Former L Catterton managing partner Ravi Thakran is looking at a possible final close of his two new private equity funds as early as the second quarter of 2021, he said during the Asia PE-VC 2020 virtual summit on Tuesday. The funds will start investing from the first quarter next year.
Thakran’s two PE funds are GCC Asia Growth Fund, a small-cap investment vehicle that will focus on the Middle East, India, and Southeast Asia’s emerging markets; and Asia 3.0, a mid-cap fund with a focus on Japan, Korea, China, Southeast Asia, and Australia.
“We will start investing from Quarter 1  because we have a lot of anchors already with us. We are already chasing some fantastic assets and have a good pipeline in the market,” Thakran said during the Asia PE-VC 2020 virtual summit.

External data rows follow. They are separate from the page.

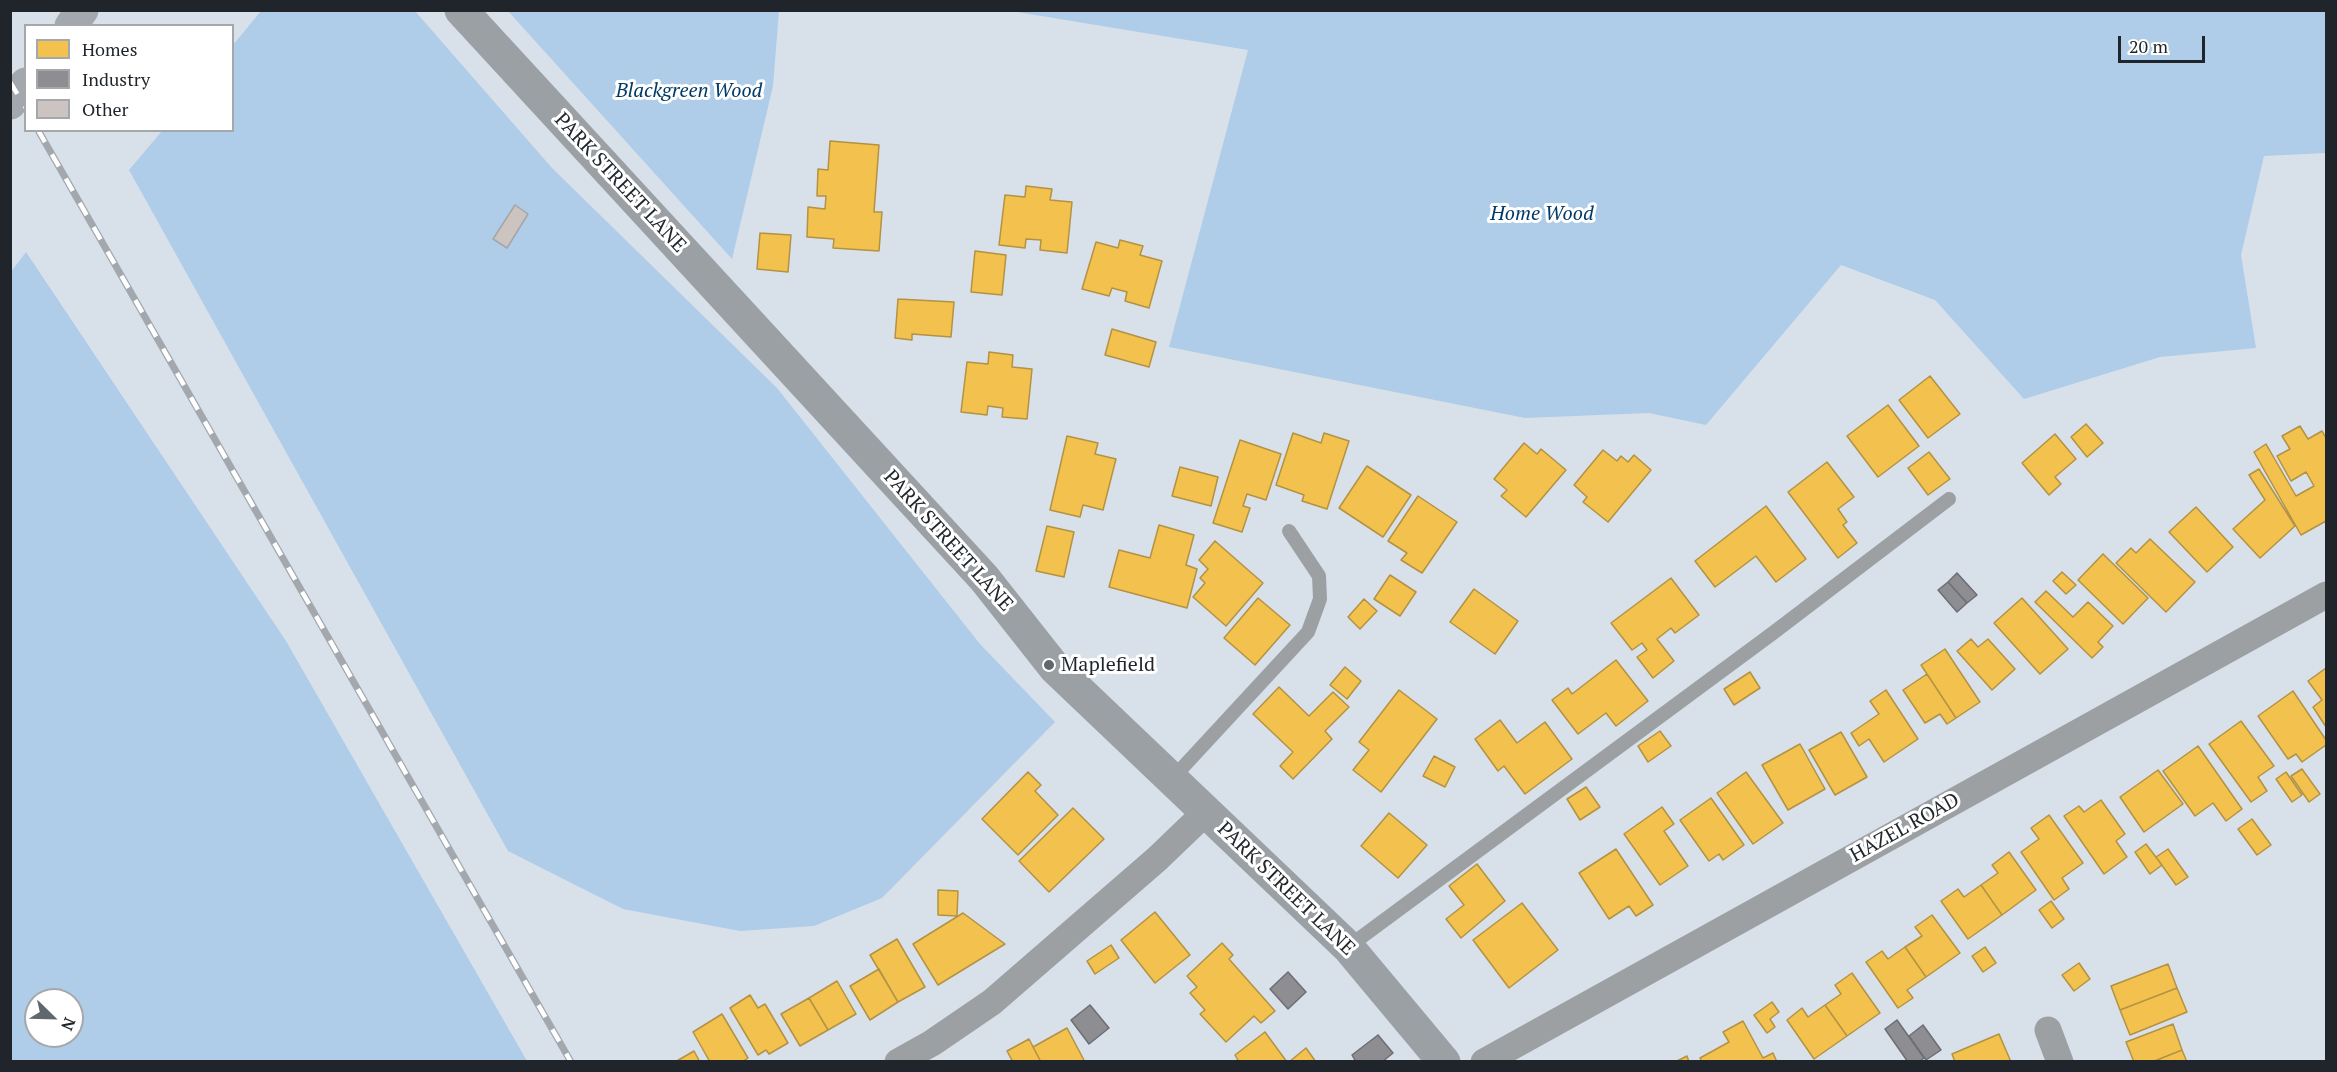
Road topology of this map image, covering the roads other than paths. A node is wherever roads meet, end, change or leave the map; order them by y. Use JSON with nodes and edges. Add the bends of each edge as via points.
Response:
{"nodes":[{"id":1,"x":82,"y":10,"type":"edge"},
{"id":2,"x":461,"y":10,"type":"edge"},
{"id":3,"x":72,"y":24,"type":"edge"},
{"id":4,"x":24,"y":86,"type":"edge"},
{"id":5,"x":10,"y":103,"type":"edge"},
{"id":6,"x":1949,"y":499,"type":"dead end"},
{"id":7,"x":1289,"y":531,"type":"dead end"},
{"id":8,"x":2326,"y":595,"type":"edge"},
{"id":9,"x":1171,"y":780,"type":"junction"},
{"id":10,"x":1206,"y":812,"type":"junction"},
{"id":11,"x":1348,"y":947,"type":"junction"},
{"id":12,"x":2048,"y":1030,"type":"dead end"},
{"id":13,"x":898,"y":1062,"type":"edge"},
{"id":14,"x":1444,"y":1062,"type":"edge"},
{"id":15,"x":1484,"y":1062,"type":"edge"},
{"id":16,"x":2060,"y":1062,"type":"edge"}],
"edges":[{"from":1,"to":3,"type":"highway"},
{"from":2,"to":9,"type":"street","name":"PARK STREET LANE","via":[[984,578],[1055,668]]},
{"from":4,"to":5,"type":"highway"},
{"from":6,"to":11,"type":"lane"},
{"from":7,"to":9,"type":"lane","via":[[1319,576],[1320,599],[1308,632]]},
{"from":8,"to":15,"type":"street","name":"HAZEL ROAD"},
{"from":9,"to":10,"type":"street","name":"PARK STREET LANE"},
{"from":10,"to":11,"type":"street","name":"PARK STREET LANE"},
{"from":10,"to":13,"type":"street","via":[[992,1002]]},
{"from":11,"to":14,"type":"street","name":"PARK STREET LANE"},
{"from":12,"to":16,"type":"street"}]}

Asia 3.0 has a target size of $1-1.5 billion. It will invest in Asian consumer industry startups that are ready to go global.
“Asia 3.0 will be all about building world-class consumer brands. In the next two decades, Asia will produce the same amount of growth that it did in the last 40 years,” Thakran added.
The fund seeks to help Asian entrepreneurs in sectors like fashion, beauty, health, wellness, and fitness, which Thakran said have become fairly developed in the US, Europe, and parts of Asia.
“Emerging Asia is just coming into all these things in a big way… there are several categories emerging. With all that we learned from Western brand development, we want to help Asian entrepreneurs build world-class brands,” he stressed.
The other platform, GCC Asia Growth Fund, is a smallcap $10-50 million ticket investment vehicle that focuses more on the Gulf Cooperation Council countries, which includes Bahrain, Oman, Qatar, United Arab Emirates, and Saudi Arabia, as well as in Southeast Asia and India.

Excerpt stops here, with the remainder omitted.